Programming languages have recursive structure.
Semantic Analysis
- Last "front end" phase (together with lexical analysis & parsing) to enforce language
- Catches all remaining errors
Coolc checks
- all identifiers are declared
- types
- inheritance relationships
- classes defined only once
- methods in a class defined only once
- reserved identifiers are not misused
- ...
Scope
- Static scope: scope depends only on the program text, not on run-time behavior
- Dynamically scope: scope depends on execution of the program
Type
- It doesn't make sense to add a function pointer and an integer in C.
- It does make sense to add two integers
- But both have the same assembly language implementation!

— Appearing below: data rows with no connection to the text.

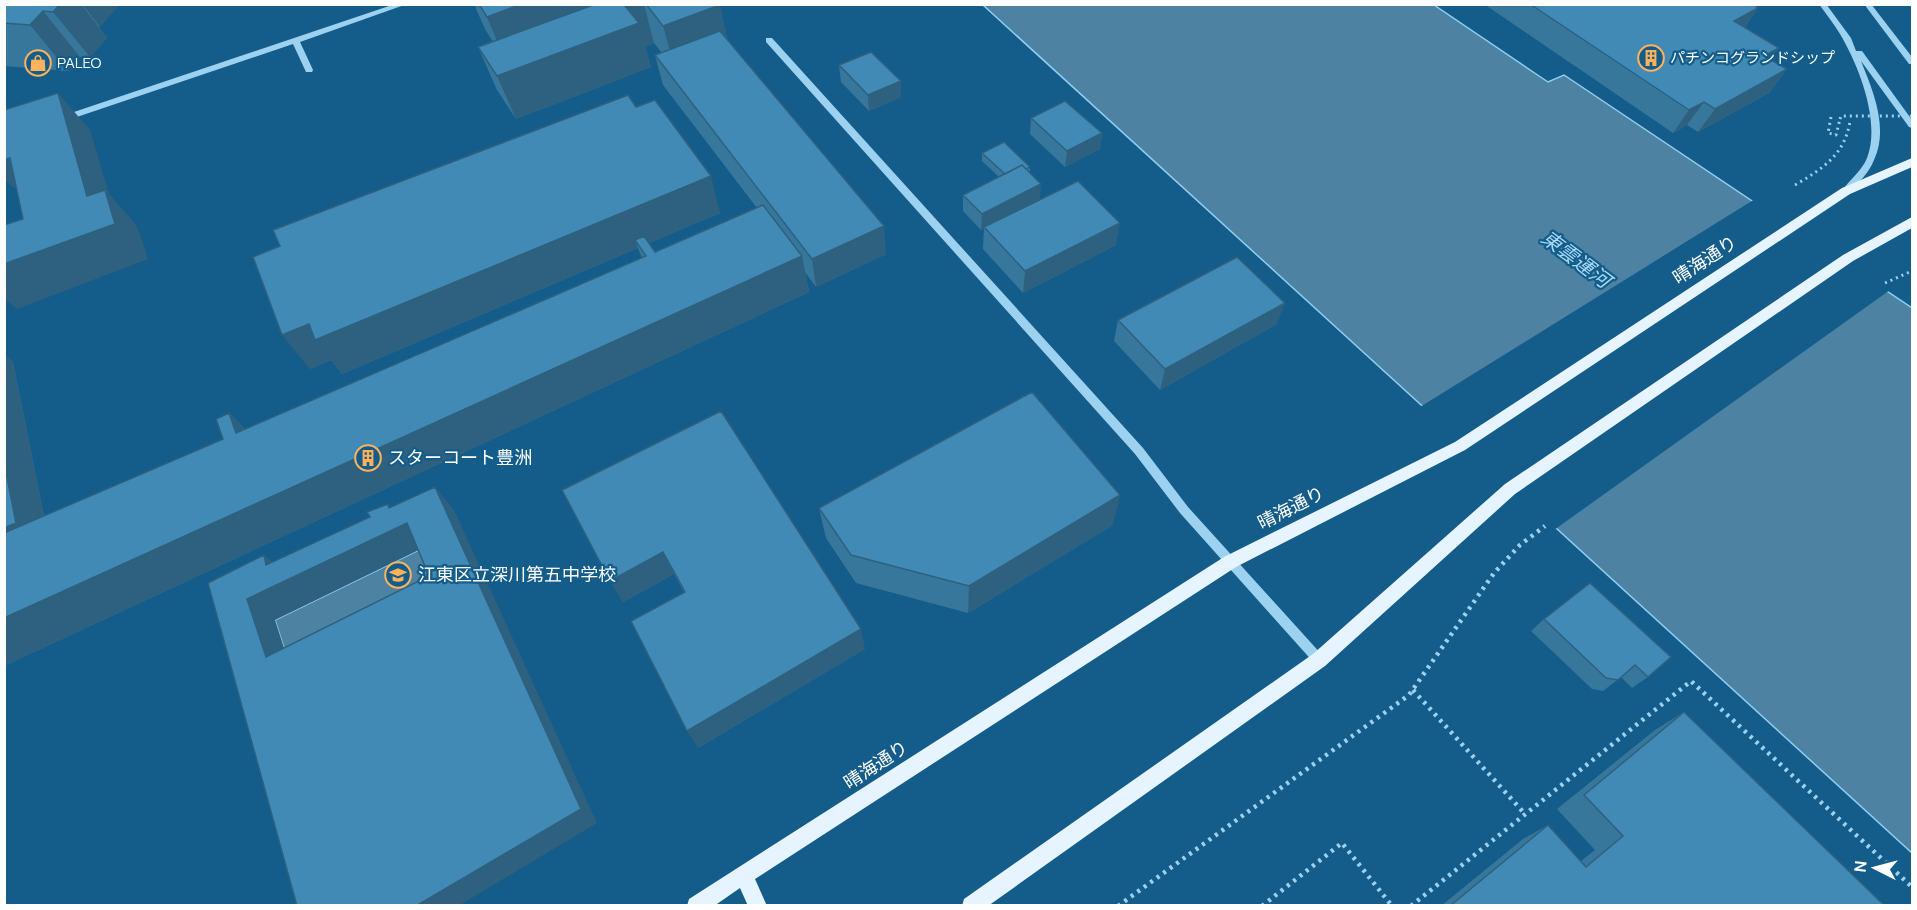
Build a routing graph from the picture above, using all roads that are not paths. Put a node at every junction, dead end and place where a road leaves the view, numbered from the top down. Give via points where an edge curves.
1 (404, 4) edge
2 (1822, 4) edge
3 (1867, 4) edge
4 (1844, 34) junction
5 (769, 40) dead end
6 (296, 41) junction
7 (1912, 62) edge
8 (309, 70) dead end
9 (60, 120) edge
10 (1912, 125) edge
11 (1912, 162) edge
12 (1846, 191) junction
13 (1912, 222) edge
14 (1230, 562) junction
15 (1318, 660) junction
16 (744, 875) junction
17 (696, 906) edge
18 (758, 906) edge
19 (970, 906) edge

1 - 6 street
2 - 4 street
3 - 7 street
4 - 10 street
4 - 12 street via 1859,64 1875,124 1871,158
5 - 14 street via 1139,451
6 - 8 street
6 - 9 street
11 - 12 main road, 晴海通り
12 - 14 main road, 晴海通り via 1460,446
13 - 15 main road via 1848,258 1510,489
14 - 15 street
14 - 16 main road, 晴海通り
15 - 19 main road
16 - 17 main road, 晴海通り
16 - 18 main road

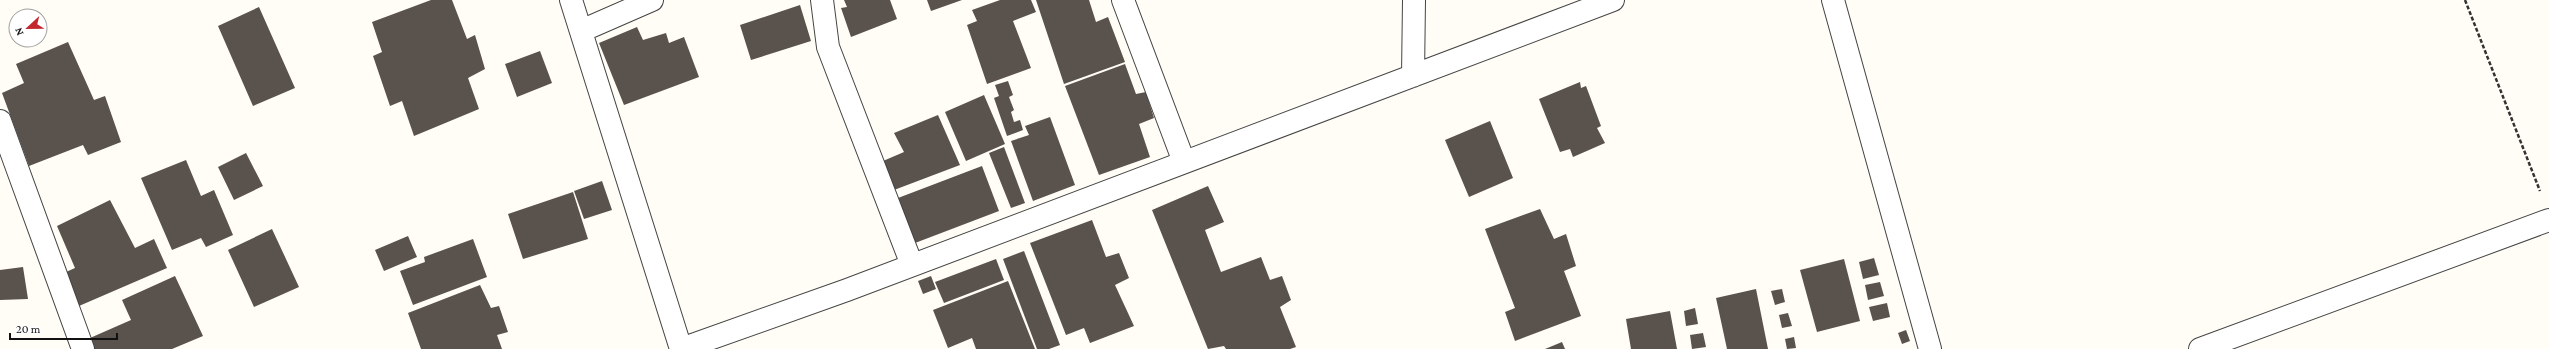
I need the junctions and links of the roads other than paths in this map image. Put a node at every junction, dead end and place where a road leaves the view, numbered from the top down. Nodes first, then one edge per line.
1 (571, 0) edge
2 (652, 0) edge
3 (822, 0) edge
4 (1123, 0) edge
5 (1414, 0) edge
6 (1613, 0) edge
7 (1833, 0) edge
8 (581, 31) junction
9 (1413, 76) junction
10 (0, 121) edge
11 (1184, 162) junction
12 (2549, 220) edge
13 (912, 265) junction
14 (83, 349) edge
15 (1930, 349) edge
16 (2200, 349) edge

1 - 8 street
2 - 8 street
3 - 13 street
4 - 11 street
5 - 9 street
6 - 9 street
7 - 15 street
8 - 13 street
9 - 11 street
10 - 14 street
11 - 13 street
12 - 16 street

A language's type system specifies which operations are valid for which types.
Three kinds of languages:
- Statistically typed: All or almost all check of types is done as part of compilation (C, Java, Cool)
- Dynamically typed: Almost all checking of types is done as part of program execution (Scheme, Python, Perl)

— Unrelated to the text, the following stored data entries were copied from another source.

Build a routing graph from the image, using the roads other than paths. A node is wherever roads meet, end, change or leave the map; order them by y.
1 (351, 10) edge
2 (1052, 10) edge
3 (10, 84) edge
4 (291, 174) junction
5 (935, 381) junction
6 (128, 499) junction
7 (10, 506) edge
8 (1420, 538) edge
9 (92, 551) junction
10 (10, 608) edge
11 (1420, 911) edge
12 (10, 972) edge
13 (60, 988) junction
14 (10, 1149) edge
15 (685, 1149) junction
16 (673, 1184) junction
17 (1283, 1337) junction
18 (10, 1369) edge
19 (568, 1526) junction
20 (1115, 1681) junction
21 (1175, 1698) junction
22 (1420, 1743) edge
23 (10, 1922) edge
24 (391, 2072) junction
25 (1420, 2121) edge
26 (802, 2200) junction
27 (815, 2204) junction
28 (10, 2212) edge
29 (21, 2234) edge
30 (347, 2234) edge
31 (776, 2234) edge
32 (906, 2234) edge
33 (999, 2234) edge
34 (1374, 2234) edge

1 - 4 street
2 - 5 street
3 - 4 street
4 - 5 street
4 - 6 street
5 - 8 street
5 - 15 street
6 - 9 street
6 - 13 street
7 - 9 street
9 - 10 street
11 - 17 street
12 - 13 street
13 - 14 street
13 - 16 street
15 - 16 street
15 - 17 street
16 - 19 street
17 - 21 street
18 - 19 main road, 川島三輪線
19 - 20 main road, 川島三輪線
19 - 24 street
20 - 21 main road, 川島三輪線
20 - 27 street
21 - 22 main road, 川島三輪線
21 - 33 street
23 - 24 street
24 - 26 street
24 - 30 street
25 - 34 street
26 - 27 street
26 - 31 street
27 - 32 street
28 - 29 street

- Untyped: No type checking (machine code)
Run-time Organization
Activation Record & Stack
Global and Heap
Memory Low address +----------------------+ | Code | +----------------------+ | Static Data | +----------------------+ | Stack (can grow) | | | | | v | |......................| | ^ | | | | | Heap (can grow) | | | High address +----------------------+
Code Generation
Optimization
Garbage collection
What Is Garbage Collection, and How Does It Affect Your Program’s Performance?
Automatic Memory Managment
C and C++ programs have many storage bugs
- forgetting to free unused memory
- dereferencing a dangling pointer
- overwriting parts of a data structure by accident
- and so on ...
How do we know an object will "never be used again"?
Observation: a program can use only the objects that it can find:
let x : A <- new A in { x <- y; ... }
An object x is reachable if and only if
- a register contains a pointer to x, or
- another reachable object y contains a pointer to x.
An unreachable object can never be used - such objects are garbage.
Mark and Sweep phases
When memory runs out, GC executes two phases
- Mark phase: trace reachable objects
- Sweep phase: collects garbage objects
Every object has an extra bit: the mark bit
- reserved for memory management
- initially the mark bit is 0
- set to 1 for the reachable objects in the mark phase.